The World Needs Your Novel, and Other Lies
(Another Dyspeptic Powellian Rant)
The catchphrase of the hideously-named NaNoWriMo, ‘the world needs your novel’ is one of the more egregiously fatuous mottoes of commodified literature. Let’s dismiss it at once. The world doesn’t need your novel. There are thousands of brilliant ones already, far too many for anyone to manage to read all of them. So why should we need more? Are you going to outdo Dostoyevsky and Tolstoy? At best, if you’re immensely talented, you’ll manage to say what the greats have been saying for millennia, in a new or newish way.
That brings me to a concomitant lie: that every writer (every human being) is special, and has something unique to contribute. It’s true that each of us is slightly different, but the similarities between us are far greater, and growing greater all the time in this era of groupthink and social media. Be honest: how many people do you know—including artists—who dare to express opinions divergent from those of your friends? Few or none, I imagine. And those rare spirits who do dare to differ will be silenced, or ignored. For all the talk of diversity in our academies and in public discourse, ours is not a culture that favours diversity of opinion, or even aesthetics. Most people, including artists, never have an original thought in their lives. They rehash others’, and if they find a striking way to express them, consider it original. They fool themselves, and if they are good self-publicists, the public as well.

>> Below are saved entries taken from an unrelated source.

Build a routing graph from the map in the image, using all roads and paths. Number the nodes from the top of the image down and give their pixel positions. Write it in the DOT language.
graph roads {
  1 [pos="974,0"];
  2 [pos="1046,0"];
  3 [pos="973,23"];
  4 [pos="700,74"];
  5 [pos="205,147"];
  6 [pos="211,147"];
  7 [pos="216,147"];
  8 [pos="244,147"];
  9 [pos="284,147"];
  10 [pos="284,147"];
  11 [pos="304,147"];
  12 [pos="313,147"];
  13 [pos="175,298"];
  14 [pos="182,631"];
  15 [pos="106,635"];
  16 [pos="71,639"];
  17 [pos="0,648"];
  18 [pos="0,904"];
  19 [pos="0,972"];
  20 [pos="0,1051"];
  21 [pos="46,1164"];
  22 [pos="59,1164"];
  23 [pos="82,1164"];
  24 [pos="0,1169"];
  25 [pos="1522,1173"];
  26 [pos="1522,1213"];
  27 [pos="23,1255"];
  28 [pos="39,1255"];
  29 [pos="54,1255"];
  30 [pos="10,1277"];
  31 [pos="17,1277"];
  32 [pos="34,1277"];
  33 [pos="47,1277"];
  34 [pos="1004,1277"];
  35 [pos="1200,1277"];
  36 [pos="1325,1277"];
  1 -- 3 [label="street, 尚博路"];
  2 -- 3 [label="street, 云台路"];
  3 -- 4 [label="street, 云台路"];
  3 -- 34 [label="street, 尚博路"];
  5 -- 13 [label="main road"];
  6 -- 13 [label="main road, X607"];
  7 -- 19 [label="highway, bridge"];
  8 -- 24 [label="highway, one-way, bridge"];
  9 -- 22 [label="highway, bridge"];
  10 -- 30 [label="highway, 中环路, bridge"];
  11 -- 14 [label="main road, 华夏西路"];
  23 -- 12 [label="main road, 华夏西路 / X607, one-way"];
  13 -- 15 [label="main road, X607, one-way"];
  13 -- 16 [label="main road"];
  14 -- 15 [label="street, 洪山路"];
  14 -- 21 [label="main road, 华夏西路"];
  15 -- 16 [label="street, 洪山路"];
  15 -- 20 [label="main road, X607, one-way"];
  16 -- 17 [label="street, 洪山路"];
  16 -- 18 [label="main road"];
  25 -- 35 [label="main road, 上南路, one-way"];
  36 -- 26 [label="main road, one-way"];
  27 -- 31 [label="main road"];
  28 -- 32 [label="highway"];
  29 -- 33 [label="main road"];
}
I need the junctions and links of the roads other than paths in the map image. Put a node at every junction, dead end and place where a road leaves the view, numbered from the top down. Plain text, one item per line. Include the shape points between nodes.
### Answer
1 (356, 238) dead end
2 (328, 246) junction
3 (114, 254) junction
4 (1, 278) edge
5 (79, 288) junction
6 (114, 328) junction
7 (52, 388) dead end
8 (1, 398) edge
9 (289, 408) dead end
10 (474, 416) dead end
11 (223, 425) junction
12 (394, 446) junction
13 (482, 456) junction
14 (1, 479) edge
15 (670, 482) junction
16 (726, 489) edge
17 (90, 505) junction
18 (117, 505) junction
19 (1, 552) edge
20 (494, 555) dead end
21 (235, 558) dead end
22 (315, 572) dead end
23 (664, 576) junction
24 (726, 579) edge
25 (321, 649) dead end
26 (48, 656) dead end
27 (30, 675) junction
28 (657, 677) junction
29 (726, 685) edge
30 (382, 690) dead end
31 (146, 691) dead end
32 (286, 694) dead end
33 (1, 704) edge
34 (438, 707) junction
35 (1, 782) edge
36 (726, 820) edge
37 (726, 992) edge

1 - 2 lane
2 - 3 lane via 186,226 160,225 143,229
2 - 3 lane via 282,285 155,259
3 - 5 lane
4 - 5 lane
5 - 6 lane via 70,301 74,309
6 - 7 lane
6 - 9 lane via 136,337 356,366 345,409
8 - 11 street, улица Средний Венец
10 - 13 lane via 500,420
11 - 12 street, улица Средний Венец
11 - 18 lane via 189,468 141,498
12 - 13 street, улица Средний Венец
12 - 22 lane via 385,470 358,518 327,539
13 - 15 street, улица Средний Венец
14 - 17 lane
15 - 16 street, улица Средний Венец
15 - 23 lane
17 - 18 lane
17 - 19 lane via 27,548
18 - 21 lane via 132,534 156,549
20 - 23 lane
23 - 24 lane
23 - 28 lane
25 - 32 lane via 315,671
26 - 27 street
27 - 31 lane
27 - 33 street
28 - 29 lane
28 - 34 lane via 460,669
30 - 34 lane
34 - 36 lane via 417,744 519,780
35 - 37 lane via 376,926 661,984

And what about that third dictum of the writer’s credo—that if you pursue your dream faithfully, it will succeed? It’s Disneyland balderdash. Hollywood producers saw long ago that all they had to do was market wish-fulfilment to their immature audiences of all ages, and they were bound to succeed. It’s a short step from the fantasy of Wonder Boys (in which a neophyte writer hits instant success—told with humour and panache, admittedly, by Chabon) to the semi-official dogma of the Creative Writing program.
Who is responsible for these lies, and why? It’s hard to excuse the legions of professors who tell their students they are all ‘special’—if they are all special, obviously no one is. (Those same professors speak very differently about their special students behind their backs—in inverse proportion, usually, to how complimentary they are to their faces.) Some of them are sentimental saps: they’ve bought into the Hollywood myth. Others are more cynical. Their livelihood depends on fostering it, just as that of the movie producers does.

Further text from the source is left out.